-- Opening Marker --

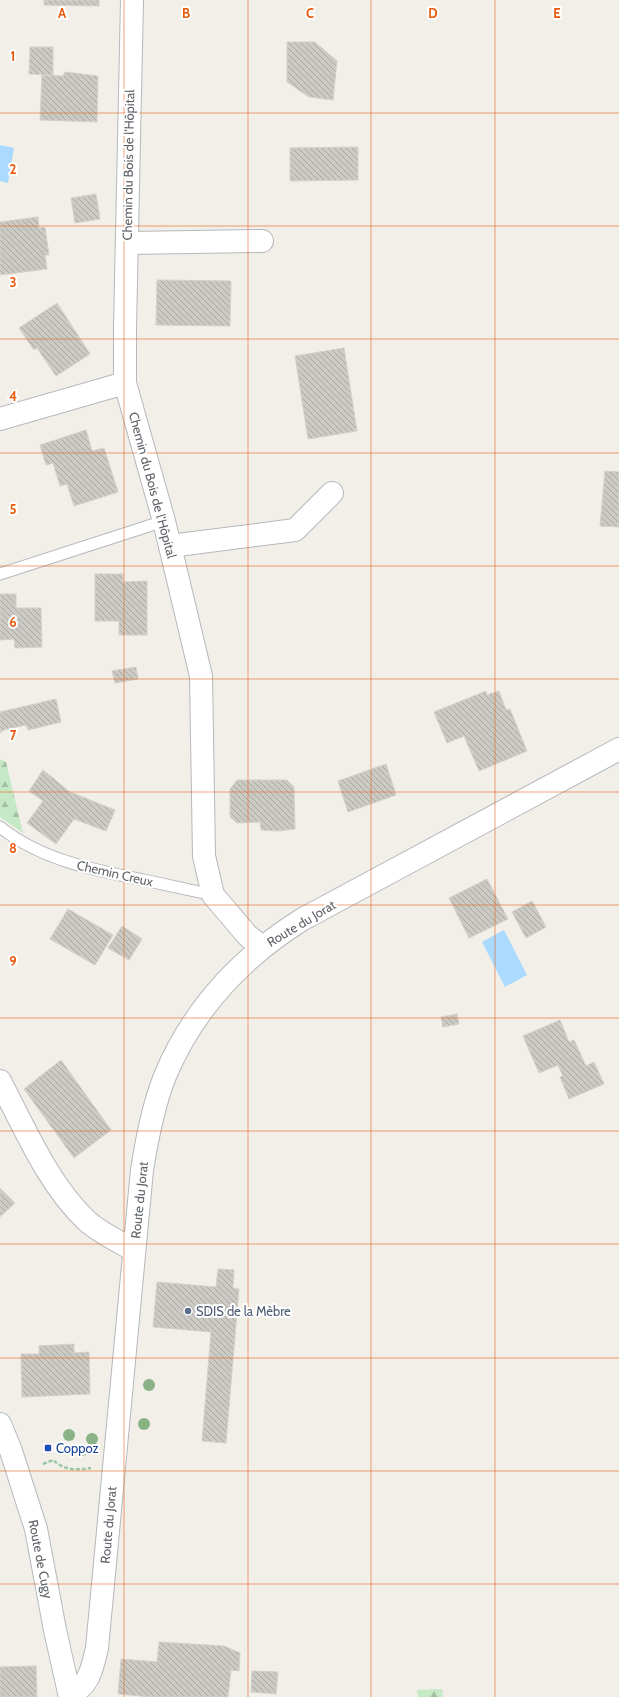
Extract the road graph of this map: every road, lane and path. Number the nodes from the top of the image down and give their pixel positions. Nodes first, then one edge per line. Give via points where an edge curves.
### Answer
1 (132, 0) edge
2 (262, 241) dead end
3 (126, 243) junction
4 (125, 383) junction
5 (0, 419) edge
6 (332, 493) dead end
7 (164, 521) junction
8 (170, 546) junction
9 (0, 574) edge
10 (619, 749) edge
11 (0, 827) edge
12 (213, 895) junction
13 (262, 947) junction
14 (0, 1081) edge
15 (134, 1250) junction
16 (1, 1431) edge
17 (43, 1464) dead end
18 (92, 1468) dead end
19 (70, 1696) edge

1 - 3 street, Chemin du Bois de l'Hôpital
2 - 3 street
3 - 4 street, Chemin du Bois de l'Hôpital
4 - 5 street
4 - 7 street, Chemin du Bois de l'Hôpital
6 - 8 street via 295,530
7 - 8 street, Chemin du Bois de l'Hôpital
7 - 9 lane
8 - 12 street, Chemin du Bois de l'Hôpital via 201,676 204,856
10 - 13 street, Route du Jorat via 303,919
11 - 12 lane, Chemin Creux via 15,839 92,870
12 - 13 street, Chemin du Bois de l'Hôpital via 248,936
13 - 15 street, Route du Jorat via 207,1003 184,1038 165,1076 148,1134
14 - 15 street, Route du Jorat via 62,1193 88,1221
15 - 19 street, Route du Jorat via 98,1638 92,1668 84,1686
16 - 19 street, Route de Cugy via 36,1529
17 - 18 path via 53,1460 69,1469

-- Closing Marker --

Would you restate the listing word for word and leave every picture out?

Extract the road graph of this map: every road, lane and path. Number the nodes from the top of the image down and give their pixel positions. Nodes first, then one edge per line. Give via points where an edge curves.
### Answer
1 (132, 0) edge
2 (262, 241) dead end
3 (126, 243) junction
4 (125, 383) junction
5 (0, 419) edge
6 (332, 493) dead end
7 (164, 521) junction
8 (170, 546) junction
9 (0, 574) edge
10 (619, 749) edge
11 (0, 827) edge
12 (213, 895) junction
13 (262, 947) junction
14 (0, 1081) edge
15 (134, 1250) junction
16 (1, 1431) edge
17 (43, 1464) dead end
18 (92, 1468) dead end
19 (70, 1696) edge

1 - 3 street, Chemin du Bois de l'Hôpital
2 - 3 street
3 - 4 street, Chemin du Bois de l'Hôpital
4 - 5 street
4 - 7 street, Chemin du Bois de l'Hôpital
6 - 8 street via 295,530
7 - 8 street, Chemin du Bois de l'Hôpital
7 - 9 lane
8 - 12 street, Chemin du Bois de l'Hôpital via 201,676 204,856
10 - 13 street, Route du Jorat via 303,919
11 - 12 lane, Chemin Creux via 15,839 92,870
12 - 13 street, Chemin du Bois de l'Hôpital via 248,936
13 - 15 street, Route du Jorat via 207,1003 184,1038 165,1076 148,1134
14 - 15 street, Route du Jorat via 62,1193 88,1221
15 - 19 street, Route du Jorat via 98,1638 92,1668 84,1686
16 - 19 street, Route de Cugy via 36,1529
17 - 18 path via 53,1460 69,1469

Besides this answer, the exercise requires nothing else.